INPUT Start Marker

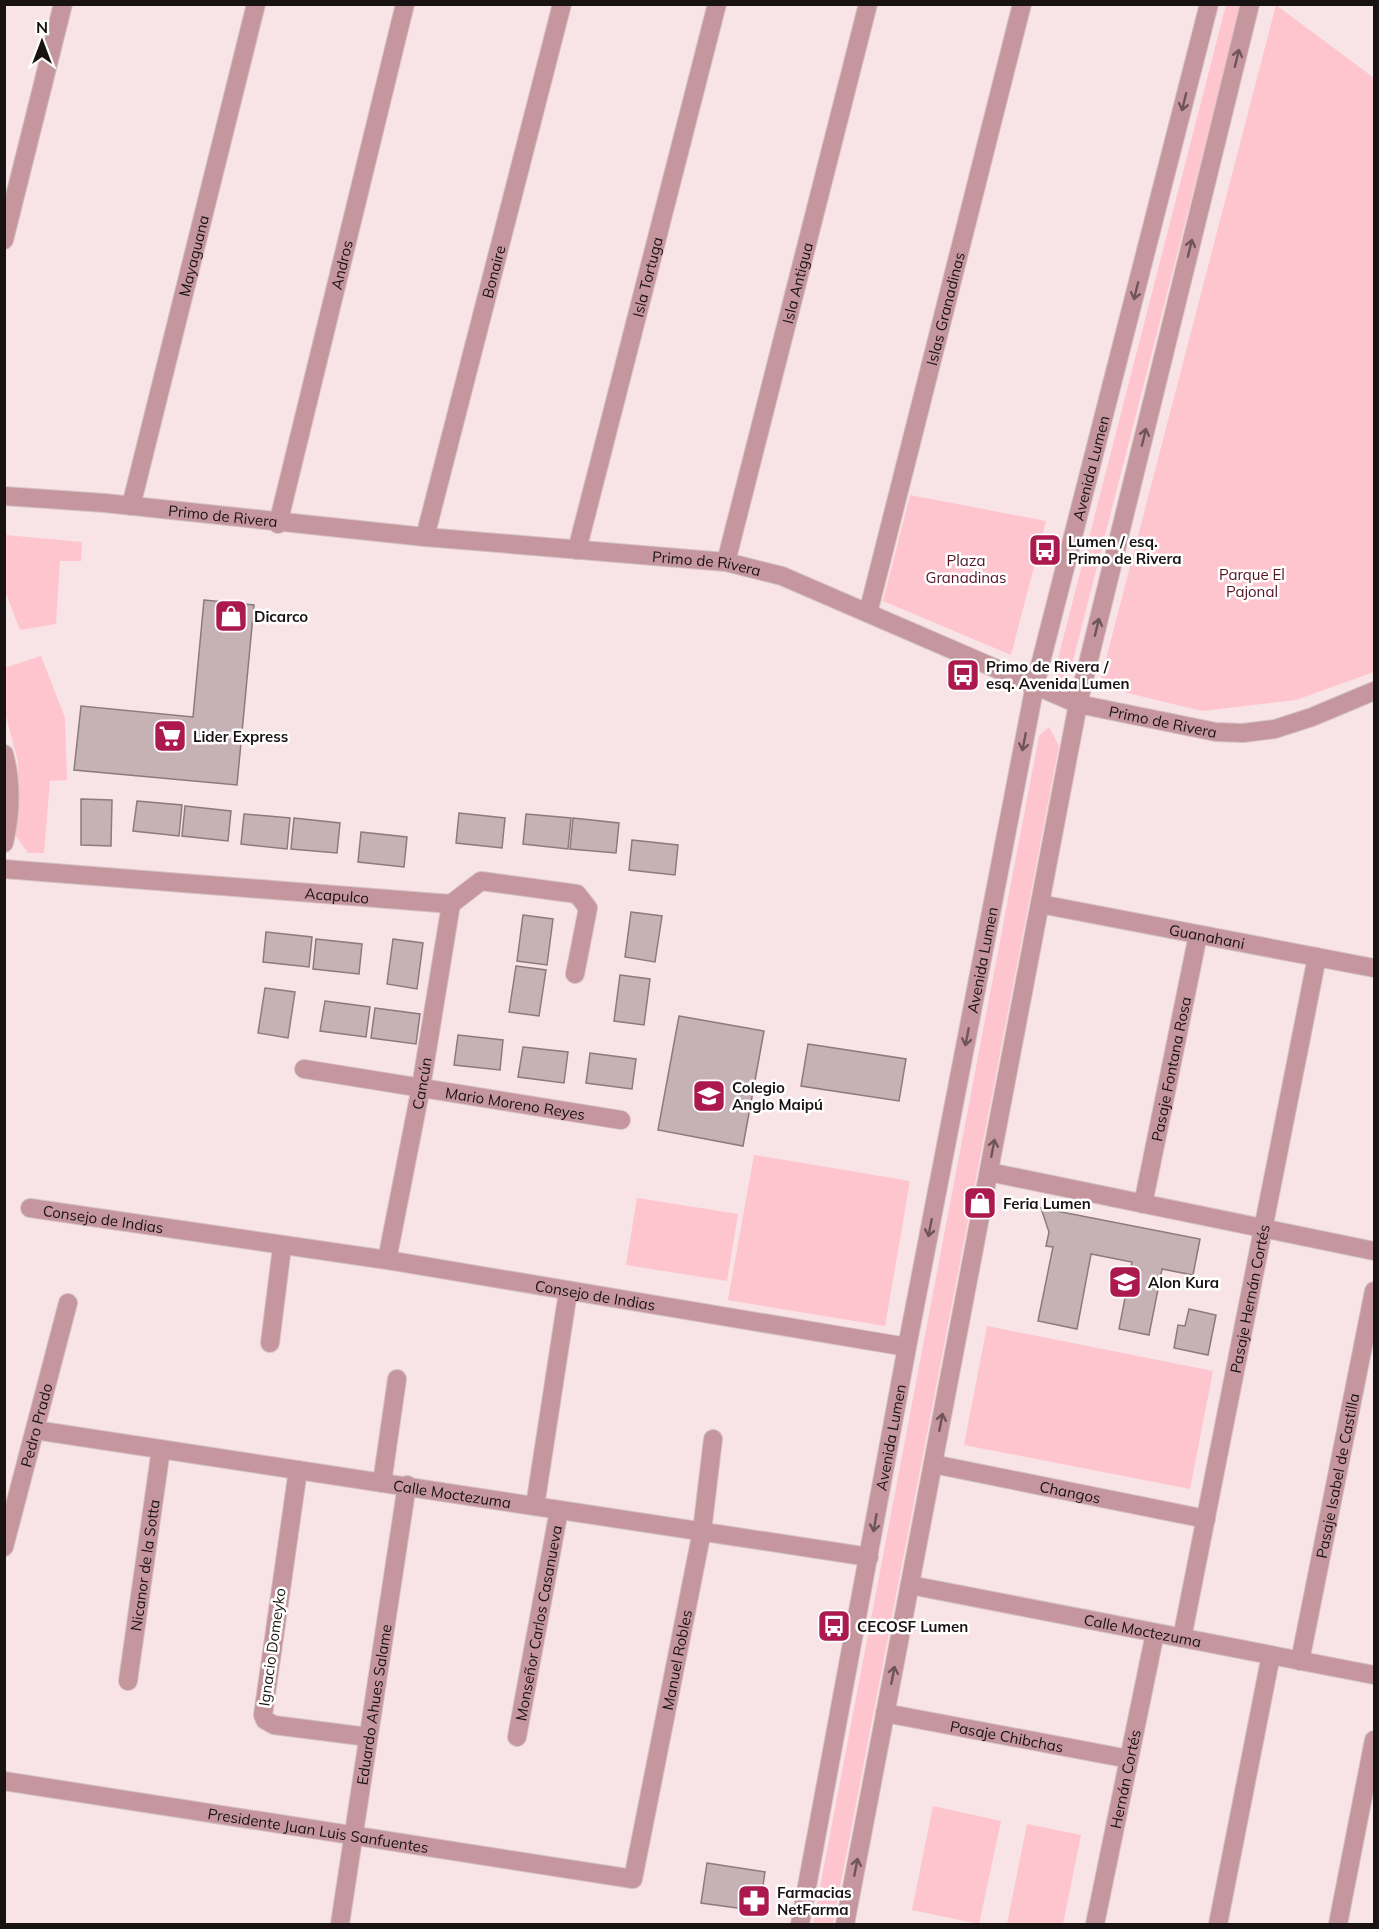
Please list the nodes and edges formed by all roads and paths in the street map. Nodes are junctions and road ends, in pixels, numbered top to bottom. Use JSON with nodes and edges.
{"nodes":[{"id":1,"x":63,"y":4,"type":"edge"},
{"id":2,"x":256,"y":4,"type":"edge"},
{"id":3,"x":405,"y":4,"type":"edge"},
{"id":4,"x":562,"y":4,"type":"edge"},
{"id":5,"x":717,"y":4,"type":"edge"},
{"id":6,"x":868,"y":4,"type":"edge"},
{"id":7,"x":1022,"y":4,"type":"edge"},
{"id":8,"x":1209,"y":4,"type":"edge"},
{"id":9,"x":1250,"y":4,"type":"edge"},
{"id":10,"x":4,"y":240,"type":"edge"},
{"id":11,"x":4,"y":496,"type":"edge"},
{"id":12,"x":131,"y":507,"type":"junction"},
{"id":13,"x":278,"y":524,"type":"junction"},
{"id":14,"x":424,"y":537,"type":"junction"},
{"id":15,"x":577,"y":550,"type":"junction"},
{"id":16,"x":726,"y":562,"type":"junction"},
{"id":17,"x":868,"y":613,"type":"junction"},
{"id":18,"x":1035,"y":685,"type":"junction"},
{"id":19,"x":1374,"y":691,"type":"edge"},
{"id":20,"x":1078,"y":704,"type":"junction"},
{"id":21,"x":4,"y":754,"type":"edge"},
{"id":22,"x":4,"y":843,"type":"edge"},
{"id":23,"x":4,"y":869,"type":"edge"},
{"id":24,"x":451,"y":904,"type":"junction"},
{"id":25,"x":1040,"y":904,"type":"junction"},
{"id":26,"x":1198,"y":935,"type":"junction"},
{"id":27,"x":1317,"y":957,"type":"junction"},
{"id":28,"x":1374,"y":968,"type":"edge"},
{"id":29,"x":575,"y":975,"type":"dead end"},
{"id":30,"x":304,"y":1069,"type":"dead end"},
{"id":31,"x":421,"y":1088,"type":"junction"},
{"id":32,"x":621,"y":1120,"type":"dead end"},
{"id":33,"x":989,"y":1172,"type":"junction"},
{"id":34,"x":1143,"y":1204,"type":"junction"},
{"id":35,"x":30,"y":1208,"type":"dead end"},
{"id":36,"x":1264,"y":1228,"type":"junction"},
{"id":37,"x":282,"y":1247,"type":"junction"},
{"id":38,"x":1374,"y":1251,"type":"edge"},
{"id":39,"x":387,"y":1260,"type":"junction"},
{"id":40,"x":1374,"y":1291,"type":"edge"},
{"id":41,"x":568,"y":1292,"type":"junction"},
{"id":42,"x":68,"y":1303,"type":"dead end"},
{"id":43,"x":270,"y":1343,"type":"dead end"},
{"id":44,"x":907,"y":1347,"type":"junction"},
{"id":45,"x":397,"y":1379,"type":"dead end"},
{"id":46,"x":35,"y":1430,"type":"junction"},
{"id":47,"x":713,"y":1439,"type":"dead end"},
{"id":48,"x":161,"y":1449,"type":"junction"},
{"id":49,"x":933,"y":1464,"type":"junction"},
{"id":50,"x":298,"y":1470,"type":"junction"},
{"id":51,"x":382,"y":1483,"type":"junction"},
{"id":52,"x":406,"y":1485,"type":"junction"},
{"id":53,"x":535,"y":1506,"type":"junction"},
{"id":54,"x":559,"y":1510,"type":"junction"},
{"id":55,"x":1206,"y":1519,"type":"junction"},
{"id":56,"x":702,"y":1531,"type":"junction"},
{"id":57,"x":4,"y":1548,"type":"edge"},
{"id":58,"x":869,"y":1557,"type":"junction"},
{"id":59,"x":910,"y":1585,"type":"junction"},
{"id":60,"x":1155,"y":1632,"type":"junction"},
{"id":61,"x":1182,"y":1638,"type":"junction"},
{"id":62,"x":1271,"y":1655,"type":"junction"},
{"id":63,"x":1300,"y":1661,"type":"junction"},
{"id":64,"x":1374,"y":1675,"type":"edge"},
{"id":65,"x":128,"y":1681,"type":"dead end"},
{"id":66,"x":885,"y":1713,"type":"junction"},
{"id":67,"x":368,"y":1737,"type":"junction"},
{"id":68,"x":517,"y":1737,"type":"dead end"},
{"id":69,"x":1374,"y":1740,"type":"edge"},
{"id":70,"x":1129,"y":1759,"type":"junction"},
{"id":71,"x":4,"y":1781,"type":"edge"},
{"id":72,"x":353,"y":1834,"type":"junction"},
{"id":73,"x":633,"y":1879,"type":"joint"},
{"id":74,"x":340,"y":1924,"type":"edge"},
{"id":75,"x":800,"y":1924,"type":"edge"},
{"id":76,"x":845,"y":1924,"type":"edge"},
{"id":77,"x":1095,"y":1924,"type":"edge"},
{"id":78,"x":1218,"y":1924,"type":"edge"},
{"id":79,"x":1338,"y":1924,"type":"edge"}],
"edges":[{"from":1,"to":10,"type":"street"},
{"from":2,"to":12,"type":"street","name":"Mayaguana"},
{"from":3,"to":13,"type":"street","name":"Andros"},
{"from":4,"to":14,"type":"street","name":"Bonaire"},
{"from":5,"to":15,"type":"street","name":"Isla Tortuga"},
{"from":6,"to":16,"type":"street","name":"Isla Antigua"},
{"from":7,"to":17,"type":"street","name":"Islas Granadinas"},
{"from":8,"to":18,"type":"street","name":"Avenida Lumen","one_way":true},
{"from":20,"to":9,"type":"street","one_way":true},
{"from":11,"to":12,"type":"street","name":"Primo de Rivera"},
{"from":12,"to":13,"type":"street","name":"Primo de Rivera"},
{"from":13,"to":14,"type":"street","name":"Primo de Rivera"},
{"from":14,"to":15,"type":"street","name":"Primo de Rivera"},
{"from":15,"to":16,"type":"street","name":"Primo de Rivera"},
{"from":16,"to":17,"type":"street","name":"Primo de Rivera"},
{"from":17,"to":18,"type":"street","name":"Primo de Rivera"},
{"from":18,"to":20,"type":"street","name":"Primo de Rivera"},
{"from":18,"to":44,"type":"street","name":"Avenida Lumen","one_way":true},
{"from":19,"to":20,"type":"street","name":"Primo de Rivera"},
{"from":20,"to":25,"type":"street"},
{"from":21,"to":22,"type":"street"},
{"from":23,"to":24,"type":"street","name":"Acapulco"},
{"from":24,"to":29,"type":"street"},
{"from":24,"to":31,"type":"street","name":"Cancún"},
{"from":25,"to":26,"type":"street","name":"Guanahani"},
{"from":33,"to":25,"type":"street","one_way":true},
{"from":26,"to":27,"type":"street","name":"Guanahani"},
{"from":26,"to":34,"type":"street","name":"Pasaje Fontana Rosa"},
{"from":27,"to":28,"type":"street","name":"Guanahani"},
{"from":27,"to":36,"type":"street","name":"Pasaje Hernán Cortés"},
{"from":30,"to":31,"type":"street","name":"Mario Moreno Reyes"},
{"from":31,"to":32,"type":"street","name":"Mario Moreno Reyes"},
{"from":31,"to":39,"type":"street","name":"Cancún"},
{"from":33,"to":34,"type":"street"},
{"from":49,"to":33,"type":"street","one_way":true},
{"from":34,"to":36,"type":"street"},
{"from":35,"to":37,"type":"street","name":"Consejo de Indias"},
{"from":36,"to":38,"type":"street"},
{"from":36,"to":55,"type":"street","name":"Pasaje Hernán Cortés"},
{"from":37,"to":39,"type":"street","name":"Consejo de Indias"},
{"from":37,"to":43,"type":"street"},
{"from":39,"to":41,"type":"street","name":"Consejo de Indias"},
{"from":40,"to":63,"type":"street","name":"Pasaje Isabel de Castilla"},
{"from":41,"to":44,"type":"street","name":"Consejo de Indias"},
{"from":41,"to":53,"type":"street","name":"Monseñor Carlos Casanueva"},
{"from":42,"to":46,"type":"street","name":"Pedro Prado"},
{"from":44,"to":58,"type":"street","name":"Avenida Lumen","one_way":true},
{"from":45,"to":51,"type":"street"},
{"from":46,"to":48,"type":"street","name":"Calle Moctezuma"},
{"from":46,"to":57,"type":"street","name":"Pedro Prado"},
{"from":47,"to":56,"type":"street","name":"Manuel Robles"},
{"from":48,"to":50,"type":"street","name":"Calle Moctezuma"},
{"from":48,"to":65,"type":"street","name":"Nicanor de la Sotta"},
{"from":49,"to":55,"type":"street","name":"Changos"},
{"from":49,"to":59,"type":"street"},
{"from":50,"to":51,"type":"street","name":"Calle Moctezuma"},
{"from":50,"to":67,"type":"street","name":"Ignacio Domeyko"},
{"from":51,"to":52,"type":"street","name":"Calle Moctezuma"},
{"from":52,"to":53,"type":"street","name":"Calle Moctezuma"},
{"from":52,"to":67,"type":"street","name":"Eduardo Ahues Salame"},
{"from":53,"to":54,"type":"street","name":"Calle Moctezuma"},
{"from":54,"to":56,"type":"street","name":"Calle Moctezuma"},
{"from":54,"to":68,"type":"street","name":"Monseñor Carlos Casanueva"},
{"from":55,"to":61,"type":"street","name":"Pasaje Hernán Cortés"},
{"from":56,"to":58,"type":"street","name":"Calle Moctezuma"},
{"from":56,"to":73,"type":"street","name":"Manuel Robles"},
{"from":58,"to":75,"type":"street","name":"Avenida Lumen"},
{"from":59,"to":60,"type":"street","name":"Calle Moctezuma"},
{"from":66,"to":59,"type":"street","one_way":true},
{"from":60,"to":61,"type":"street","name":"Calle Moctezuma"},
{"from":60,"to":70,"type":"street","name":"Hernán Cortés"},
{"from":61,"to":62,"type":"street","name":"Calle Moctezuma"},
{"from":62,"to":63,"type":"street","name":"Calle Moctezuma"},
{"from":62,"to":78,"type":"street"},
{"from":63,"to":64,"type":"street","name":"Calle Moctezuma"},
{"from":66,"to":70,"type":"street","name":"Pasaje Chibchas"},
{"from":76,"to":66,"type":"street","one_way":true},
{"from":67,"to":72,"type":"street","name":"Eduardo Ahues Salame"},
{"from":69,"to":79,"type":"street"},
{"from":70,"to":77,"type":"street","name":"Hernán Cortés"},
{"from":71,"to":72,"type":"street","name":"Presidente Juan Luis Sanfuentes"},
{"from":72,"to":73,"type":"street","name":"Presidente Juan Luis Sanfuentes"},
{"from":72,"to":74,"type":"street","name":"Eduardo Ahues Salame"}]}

INPUT End Marker

#### EXERCISE PROMPT
Look through the material and copy each line that has "Cancún".

#### SOLUTION FOR THIS PROBLEM
{"from":24,"to":31,"type":"street","name":"Cancún"},
{"from":31,"to":39,"type":"street","name":"Cancún"},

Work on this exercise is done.